Naali, une jeune entreprise vendant du safran, a vu ses ventes exploser lors de son passage dans l’émission « Qui veut être mon associé », où étaient avancés des « bénéfices » pour la santé de cette épice, entre autres face au TDAH. Des affirmations qui inquiètent les professionnels de la santé.
La start-up Naali, qui commercialise du safran sous diverses formes (gélules, gommes, boissons…), s’est vu promettre plus de 600.000 euros d’investissement lors de son passage sur l’émission de M6. Depuis, les ventes de l’entreprise explosent : le soir de la diffusion de l’émission, elle a réalisé plus d’un million d’euros de chiffres d’affaires, ce qui représente environ 90.000 nouveaux clients. Il faut dire que les promesses de Naali sont alléchantes : la start-up prétend que le safran présenterait des bénéfices contre le stress, le manque de sommeil, les problèmes menstruels, la dépression, la ménopause, ou encore le TDAH (Trouble du déficit de l’attention).
Etienne Pot, délégué interministériel à la stratégie nationale pour les troubles du neurodéveloppement (dont fait partie le TDAH), s’inquiète des risques de dérives thérapeutiques et a saisi la Miviludes pour renforcer la vigilance sur cette épice. Il pointe notamment les méthodes commerciales de la start-up, qui diffuse sur les réseaux sociaux des vidéos de clients (parfois enfants) satisfaits : « Relayer le propos de personnes concernées par le TDAH, qui prêtent des vertus quasi miraculeuses au safran, c’est très problématique, surtout à l’heure où les experts français de ce trouble ont produit des recommandations précises sur sa prise en charge, sous l’égide de la Haute autorité de santé ».
Nadir Tayach, le co-fondateur de la start-up affirme même que le safran pourrait constituer une alternative à la Ritaline, traitement préconisé pour atténuer les symptômes du TDAH. Afin d’éviter d’être accusé de vendre un traitement illégal, il vante les bienfaits du safran en général, et non de ses produits : « Ce n’est pas un traitement et de toute façon, le TDAH n’est pas une maladie, on propose simplement de soulager les soucis quotidiens de ces personnes », a indiqué Nadir Tayach à l’Express.
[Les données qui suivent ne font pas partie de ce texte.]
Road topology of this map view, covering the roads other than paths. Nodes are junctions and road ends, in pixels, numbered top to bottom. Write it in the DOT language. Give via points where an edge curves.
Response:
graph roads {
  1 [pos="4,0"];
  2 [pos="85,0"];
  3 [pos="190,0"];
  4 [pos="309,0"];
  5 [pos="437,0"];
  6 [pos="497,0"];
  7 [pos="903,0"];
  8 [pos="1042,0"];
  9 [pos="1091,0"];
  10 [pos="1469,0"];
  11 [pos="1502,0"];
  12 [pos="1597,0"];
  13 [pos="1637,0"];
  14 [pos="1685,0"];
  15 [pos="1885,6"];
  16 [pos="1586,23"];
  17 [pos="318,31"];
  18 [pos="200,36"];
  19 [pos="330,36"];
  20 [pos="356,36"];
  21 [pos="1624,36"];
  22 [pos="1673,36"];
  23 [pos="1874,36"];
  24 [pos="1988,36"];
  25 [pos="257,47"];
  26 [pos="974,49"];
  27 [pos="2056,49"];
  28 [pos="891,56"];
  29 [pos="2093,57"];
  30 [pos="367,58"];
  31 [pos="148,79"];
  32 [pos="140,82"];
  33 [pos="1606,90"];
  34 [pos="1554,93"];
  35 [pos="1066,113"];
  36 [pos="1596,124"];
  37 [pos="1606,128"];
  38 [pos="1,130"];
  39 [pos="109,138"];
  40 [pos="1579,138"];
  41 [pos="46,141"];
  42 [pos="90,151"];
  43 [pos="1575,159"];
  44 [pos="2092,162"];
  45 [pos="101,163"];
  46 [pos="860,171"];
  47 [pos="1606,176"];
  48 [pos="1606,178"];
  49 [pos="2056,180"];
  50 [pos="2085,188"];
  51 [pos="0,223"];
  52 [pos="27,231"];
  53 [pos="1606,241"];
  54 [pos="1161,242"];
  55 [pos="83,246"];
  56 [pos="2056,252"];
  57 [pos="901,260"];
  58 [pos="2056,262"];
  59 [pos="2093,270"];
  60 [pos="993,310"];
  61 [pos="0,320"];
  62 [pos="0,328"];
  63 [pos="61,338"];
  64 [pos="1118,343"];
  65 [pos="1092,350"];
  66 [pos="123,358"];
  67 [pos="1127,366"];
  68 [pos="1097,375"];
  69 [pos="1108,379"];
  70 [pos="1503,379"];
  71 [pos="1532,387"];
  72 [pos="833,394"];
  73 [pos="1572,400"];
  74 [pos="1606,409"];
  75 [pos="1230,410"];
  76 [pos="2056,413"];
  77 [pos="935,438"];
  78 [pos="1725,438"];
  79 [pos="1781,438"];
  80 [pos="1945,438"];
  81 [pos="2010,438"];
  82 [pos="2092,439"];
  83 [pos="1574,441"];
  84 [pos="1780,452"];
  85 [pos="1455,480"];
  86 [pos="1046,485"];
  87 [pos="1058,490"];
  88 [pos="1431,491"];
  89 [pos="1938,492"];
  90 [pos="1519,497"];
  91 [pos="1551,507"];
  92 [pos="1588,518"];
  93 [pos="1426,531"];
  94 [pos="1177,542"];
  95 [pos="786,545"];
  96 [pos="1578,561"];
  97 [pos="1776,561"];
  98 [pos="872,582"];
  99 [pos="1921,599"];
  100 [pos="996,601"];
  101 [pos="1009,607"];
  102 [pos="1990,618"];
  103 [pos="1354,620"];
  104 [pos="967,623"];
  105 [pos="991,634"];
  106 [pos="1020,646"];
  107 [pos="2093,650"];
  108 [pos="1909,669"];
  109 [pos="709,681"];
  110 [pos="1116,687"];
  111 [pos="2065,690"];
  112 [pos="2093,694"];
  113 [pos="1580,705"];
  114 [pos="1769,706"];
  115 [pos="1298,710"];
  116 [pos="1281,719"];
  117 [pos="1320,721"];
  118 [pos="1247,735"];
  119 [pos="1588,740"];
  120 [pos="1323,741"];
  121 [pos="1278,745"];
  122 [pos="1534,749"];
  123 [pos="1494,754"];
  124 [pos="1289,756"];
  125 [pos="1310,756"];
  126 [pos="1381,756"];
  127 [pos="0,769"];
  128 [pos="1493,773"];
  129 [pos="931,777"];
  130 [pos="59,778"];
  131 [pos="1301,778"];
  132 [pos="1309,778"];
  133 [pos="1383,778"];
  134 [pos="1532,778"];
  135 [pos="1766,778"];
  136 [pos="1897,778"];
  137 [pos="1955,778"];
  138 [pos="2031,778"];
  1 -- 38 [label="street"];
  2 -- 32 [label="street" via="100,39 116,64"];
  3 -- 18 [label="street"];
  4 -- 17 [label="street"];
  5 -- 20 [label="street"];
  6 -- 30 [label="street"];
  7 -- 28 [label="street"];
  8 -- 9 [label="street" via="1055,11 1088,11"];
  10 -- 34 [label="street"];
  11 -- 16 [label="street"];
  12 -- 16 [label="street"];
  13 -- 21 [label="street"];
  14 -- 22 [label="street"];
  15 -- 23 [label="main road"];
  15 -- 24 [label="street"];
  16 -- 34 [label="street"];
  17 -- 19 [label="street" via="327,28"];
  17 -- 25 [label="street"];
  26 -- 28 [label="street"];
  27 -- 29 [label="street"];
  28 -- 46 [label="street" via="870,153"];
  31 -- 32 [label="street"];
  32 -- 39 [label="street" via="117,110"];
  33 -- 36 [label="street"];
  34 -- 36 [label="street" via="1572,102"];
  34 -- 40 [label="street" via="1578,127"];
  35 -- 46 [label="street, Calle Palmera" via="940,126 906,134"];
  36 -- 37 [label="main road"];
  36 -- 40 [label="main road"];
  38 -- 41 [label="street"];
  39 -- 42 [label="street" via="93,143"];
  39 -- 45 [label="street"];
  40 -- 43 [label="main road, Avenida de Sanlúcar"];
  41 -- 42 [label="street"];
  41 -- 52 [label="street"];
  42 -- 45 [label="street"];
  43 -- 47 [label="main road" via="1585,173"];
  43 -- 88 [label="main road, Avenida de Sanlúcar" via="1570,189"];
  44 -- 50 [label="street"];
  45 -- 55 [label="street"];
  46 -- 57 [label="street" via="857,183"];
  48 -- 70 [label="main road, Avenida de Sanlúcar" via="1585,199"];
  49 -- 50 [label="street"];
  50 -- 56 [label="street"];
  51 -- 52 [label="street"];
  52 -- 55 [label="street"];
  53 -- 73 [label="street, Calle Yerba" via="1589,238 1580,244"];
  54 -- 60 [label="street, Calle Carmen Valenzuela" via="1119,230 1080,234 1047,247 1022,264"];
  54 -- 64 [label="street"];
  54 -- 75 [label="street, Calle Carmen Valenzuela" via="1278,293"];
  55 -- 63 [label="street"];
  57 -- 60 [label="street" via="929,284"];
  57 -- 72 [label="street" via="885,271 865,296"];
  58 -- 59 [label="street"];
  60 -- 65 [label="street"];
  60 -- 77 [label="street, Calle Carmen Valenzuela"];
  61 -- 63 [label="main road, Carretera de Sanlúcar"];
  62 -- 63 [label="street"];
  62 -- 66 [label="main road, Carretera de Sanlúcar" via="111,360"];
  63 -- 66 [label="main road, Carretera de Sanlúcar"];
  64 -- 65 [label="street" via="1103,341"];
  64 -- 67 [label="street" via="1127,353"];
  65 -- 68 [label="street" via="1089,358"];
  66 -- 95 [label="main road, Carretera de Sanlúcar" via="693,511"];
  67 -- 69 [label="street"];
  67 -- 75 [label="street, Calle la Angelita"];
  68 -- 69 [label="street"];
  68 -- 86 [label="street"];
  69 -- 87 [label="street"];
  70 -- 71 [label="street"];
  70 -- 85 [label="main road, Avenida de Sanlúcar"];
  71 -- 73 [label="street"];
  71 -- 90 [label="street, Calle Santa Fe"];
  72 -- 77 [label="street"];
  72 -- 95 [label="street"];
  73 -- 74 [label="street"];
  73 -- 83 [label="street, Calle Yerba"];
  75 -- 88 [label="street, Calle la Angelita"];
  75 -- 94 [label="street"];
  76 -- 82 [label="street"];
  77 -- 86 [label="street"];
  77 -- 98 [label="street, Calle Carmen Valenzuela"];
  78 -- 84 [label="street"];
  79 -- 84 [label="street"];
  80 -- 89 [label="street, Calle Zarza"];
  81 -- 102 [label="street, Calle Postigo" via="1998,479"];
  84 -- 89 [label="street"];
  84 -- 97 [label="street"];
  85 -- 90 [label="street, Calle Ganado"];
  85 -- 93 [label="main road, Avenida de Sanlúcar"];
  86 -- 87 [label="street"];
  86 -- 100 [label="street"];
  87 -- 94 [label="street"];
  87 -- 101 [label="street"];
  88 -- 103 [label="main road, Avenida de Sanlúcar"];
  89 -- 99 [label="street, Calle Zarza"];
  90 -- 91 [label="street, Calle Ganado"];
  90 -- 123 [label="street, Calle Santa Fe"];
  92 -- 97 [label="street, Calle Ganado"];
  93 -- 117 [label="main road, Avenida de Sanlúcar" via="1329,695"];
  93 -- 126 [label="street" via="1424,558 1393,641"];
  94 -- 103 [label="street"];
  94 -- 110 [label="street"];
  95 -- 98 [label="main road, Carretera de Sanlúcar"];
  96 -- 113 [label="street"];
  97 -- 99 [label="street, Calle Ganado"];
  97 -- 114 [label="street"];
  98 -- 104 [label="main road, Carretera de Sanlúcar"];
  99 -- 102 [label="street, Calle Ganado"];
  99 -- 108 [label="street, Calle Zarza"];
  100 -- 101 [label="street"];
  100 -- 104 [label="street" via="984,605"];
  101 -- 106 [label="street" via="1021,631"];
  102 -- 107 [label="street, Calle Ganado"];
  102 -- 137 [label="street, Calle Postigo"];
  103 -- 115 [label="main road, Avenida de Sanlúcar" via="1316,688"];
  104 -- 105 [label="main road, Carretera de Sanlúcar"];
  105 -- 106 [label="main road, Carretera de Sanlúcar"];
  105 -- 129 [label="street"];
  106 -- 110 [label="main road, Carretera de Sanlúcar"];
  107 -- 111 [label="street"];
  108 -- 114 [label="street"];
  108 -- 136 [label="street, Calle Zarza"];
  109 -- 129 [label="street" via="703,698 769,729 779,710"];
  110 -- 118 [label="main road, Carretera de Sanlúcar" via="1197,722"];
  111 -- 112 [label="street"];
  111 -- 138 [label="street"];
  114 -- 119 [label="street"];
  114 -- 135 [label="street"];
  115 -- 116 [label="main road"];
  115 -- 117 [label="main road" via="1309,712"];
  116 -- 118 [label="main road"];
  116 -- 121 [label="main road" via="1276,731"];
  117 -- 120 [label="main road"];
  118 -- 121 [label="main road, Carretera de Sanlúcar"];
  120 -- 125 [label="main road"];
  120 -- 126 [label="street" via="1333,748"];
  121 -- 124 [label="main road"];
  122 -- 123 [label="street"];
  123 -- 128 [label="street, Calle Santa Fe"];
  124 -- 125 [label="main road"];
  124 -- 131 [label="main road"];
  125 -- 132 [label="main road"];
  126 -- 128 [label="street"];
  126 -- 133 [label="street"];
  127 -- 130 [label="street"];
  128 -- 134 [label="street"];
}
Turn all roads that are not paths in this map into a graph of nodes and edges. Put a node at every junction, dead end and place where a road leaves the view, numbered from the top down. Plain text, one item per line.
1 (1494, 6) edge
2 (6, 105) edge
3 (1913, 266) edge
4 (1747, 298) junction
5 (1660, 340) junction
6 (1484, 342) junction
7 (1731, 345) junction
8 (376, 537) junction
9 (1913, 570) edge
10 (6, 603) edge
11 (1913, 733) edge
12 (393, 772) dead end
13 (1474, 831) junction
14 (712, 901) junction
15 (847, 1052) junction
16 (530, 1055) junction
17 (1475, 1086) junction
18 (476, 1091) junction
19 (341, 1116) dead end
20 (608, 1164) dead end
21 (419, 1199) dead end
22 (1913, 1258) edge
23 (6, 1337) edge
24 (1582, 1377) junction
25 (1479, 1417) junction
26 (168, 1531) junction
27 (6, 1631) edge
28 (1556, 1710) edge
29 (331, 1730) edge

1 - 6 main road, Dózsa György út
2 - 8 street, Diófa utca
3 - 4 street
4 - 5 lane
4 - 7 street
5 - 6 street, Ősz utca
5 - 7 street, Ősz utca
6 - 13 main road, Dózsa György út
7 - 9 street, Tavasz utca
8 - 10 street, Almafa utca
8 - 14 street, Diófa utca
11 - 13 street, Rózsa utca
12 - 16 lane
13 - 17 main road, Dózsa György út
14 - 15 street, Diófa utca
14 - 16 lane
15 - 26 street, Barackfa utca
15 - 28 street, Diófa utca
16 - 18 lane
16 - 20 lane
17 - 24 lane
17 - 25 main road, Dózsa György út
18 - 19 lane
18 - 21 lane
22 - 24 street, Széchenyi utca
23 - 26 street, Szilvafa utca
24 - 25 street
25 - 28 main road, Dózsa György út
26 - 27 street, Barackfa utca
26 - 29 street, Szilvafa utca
Pourtant, peu de données permettent d’attester de l’efficacité du safran, que cela soit pour le TDAH ou d’autres symptômes. Naali s’appuie sur une étude de 2019 réalisée par l’université de Téréhan sur 54 patients. Un résultat insuffisant selon Hugo Peyre, psychiatre et chercheur au CHU de Montpellier : « Pour prouver qu’un produit à visée thérapeutique est efficace et que ses dangers sont maîtrisés, il faudrait passer en revue plus de patients et faire confirmer ces résultats par d’autres essais cliniques. Il n’est pas possible de se baser sur une seule étude pour faire ce type de promesse, et encore moins de présenter l’épice comme une alternative. ». Il souligne notamment le risque d’arrêt du traitement par des personnes convaincues par l’argumentaire de la start-up.
De fait, s’il s’avère que les produits de Naali détiennent une efficacité similaire à celle de la Ritaline, leur vente sera bien plus encadrée : l’accord des autorités sanitaires serait indispensable, et s’appuierait sur des tests de grande ampleur. Les remèdes seraient alors considérés comme des médicaments, ce qui restreindrait les possibilités de publicité sur Internet et la mobilisation de témoignages de patients.